Constança Marcondes César[1] nasceu em São Paulo, em 1945. Concluiu o Curso de Filosofia na Pontifícia Universidade Católica de São Paulo, em 1966. Muito jovem ainda, com 21 anos de idade, iniciou a sua carreira no magistério, em escolas secundárias, tendo ingressado, pouco depois, no ensino superior.
Foi professora assistente na Faculdade Paulista de Serviço Social e, a partir de 1970, desenvolveu o seu magistério na Pontifícia Universidade Católica de Campinas. Nessa Universidade, foi vice-diretora do Instituto de Filosofia e Teologia, bem como coordenadora da pós-graduação em Filosofia, tendo integrado vários conselhos acadêmicos da citada Universidade. Pertenceu ao grupo que criou a Revista Reflexão, tendo desempenhado a função de editora responsável. Completou o Curso de Doutorado em Filosofia na PUC de São Paulo, em 1973, e prestou concurso de livre-docência na PUC de Campinas, em 1981. Fez pós-doutoramento na Universidade de Toulouse, na França.
Pertence a várias entidades culturais, como o Instituto Brasileiro de Filosofia, o Instituto de Filosofia Luso-Brasileira (com sede em Lisboa), a Société Toulousaine de Philosophie e a Associação Internacional Cosmos and Philosophy. Participa, também, da Sociedade Fenomenológica Internacional. Após a sua aposentadoria na PUC de Campinas, em 2012, foi professora visitante do Departamento de Filosofia da Universidade Federal de Sergipe, em Aracajú. A sua atividade de pesquisa é intensa, junto às entidades nas quais tem colaborado como docente de pós-graduação, tendo desempenhado funções de orientadora de teses e dissertações e, também, tendo participado de diversos congressos internacionais na área de sua especialidade.

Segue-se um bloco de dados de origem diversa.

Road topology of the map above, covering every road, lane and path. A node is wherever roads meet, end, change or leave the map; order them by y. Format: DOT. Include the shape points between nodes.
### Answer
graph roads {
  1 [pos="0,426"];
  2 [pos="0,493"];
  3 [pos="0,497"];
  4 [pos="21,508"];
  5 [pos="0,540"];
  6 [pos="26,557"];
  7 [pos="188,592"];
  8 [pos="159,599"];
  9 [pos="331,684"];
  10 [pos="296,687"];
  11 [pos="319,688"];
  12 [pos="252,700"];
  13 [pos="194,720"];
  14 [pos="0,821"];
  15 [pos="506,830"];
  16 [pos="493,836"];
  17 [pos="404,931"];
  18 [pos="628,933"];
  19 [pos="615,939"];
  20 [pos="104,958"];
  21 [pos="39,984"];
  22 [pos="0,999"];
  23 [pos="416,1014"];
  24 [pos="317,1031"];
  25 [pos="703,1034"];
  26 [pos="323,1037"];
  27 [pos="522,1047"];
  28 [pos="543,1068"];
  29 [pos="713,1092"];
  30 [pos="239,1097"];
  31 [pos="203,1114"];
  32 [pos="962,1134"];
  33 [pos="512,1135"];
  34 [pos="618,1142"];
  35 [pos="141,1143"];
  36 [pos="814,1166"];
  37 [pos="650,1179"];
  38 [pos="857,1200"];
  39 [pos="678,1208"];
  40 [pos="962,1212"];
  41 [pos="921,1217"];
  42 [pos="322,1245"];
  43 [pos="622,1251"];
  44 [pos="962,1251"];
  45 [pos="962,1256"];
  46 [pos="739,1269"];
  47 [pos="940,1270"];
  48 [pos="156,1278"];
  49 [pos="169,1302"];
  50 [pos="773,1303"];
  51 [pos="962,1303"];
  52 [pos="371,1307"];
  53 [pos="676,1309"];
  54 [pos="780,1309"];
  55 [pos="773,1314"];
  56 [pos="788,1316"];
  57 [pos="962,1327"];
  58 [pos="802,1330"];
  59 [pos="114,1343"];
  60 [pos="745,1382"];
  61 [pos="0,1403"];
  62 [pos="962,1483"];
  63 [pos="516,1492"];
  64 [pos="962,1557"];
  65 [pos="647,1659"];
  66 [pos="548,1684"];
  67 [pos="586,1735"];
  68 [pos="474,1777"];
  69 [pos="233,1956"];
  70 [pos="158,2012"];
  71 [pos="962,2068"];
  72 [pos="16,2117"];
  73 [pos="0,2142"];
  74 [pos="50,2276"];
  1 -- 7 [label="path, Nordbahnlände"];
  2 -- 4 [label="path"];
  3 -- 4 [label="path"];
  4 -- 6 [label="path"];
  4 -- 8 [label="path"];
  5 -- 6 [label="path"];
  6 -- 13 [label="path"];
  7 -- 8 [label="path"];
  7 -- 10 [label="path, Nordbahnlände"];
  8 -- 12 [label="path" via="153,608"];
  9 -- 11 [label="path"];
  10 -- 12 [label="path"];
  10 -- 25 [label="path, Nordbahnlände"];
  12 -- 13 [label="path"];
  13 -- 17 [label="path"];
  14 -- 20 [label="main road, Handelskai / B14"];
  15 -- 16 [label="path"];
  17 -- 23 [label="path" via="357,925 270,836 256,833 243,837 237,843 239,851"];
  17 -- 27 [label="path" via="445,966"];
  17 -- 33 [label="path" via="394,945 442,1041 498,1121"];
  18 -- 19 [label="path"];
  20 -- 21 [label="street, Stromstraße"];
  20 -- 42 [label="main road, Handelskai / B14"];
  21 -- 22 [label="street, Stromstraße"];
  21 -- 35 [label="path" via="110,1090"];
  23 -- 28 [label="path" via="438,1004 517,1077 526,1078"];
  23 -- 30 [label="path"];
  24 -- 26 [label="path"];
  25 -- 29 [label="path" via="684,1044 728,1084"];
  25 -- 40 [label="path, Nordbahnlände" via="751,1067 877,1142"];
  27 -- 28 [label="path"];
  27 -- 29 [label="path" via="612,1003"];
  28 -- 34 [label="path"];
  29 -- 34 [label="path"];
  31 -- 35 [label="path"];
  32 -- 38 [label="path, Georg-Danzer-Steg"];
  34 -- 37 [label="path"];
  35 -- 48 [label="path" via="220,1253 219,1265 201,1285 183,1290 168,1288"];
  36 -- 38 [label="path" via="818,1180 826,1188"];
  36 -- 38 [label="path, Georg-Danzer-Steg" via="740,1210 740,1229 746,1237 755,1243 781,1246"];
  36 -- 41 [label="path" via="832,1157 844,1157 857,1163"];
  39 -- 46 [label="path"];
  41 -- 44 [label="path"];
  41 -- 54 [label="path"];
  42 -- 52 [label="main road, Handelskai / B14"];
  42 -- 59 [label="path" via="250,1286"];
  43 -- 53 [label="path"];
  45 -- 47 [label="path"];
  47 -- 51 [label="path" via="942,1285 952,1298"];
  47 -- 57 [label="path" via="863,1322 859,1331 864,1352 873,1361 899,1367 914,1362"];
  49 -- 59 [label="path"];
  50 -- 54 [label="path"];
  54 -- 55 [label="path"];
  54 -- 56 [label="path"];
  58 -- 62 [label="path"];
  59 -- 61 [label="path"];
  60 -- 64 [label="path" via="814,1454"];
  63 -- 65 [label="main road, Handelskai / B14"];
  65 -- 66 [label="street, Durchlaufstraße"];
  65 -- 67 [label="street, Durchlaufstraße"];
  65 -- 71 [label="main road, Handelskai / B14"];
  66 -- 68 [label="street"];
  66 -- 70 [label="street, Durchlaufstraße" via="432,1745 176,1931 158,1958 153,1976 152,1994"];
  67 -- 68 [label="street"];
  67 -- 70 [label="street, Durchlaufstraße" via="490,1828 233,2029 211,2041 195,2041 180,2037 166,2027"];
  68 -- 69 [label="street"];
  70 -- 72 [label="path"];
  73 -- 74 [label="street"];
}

Nos dias 25 e 26 de Maio de 2012 teve lugar, Na UNIMEP, Piracicaba - São Paulo, um colóquio em homenagem à professora Constança Marcondes César. A seguir, é reproduzido o texto que preparei para abrir o mencionado evento. Coube-me a alegria, e a honra, de abrir esse evento em homenagem à querida amiga Constança Marcondes César. Já lá se vão várias décadas desde esse remoto ano de 1978, quando tive, com ela, o primeiro contato, ao ensejo de número especial da Revista Reflexão, que ela coordenava na PUC de Campinas, para o qual a minha amiga pedia-me colaboração, a respeito da temática do positivismo na realidade brasileira. Nessa época, eu trabalhava na Colômbia, como pró-reitor de Pós-graduação e Pesquisa da Universidade de Medellín.

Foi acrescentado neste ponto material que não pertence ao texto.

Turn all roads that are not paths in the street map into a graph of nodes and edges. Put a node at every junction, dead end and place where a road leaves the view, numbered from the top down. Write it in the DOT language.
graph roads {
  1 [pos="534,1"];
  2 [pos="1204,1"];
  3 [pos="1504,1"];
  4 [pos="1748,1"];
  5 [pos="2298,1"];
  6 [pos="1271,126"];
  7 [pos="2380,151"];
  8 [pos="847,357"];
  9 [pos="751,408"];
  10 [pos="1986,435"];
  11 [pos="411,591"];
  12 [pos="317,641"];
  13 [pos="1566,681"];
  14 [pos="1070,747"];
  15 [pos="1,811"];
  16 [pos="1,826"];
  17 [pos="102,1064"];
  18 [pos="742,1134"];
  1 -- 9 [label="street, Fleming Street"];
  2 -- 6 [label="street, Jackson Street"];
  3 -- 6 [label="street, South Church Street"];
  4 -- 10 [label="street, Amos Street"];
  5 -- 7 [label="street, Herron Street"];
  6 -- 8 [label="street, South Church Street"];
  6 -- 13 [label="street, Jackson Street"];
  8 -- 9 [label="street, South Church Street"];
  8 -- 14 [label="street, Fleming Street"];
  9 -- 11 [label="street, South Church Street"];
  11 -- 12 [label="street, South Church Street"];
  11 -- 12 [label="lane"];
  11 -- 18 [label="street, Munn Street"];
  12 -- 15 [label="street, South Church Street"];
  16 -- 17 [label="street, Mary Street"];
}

Interessava-me iniciar, nessa Universidade, programa de pós-graduação em História das Idéias Filosóficas na América Latina. Levou-me a pensar nesse programa o fato de ter cursado, entre 1973 e 1974, na Pontifícia Universidade Católica do Rio de Janeiro, o mestrado em Pensamento Brasileiro (com bolsa da Organização dos Estados Americanos). Esse programa foi organizado pelos caros amigos Antônio Paim e Celina Junqueira e funcionou, entre 1972 e 1979, ano em que foi fechado por pressão do MEC, atendendo a interesses político-partidários de antigos militantes da Ação Popular Marxista-Leninista. Essas pessoas achavam incômodo o fato de o mencionado programa ter iniciado pesquisa sobre a evolução das idéias filosóficas no Brasil contemporâneo, abrangendo a obra do padre Henrique Cláudio de Lima Vaz (1921-2002), inspirador da AP.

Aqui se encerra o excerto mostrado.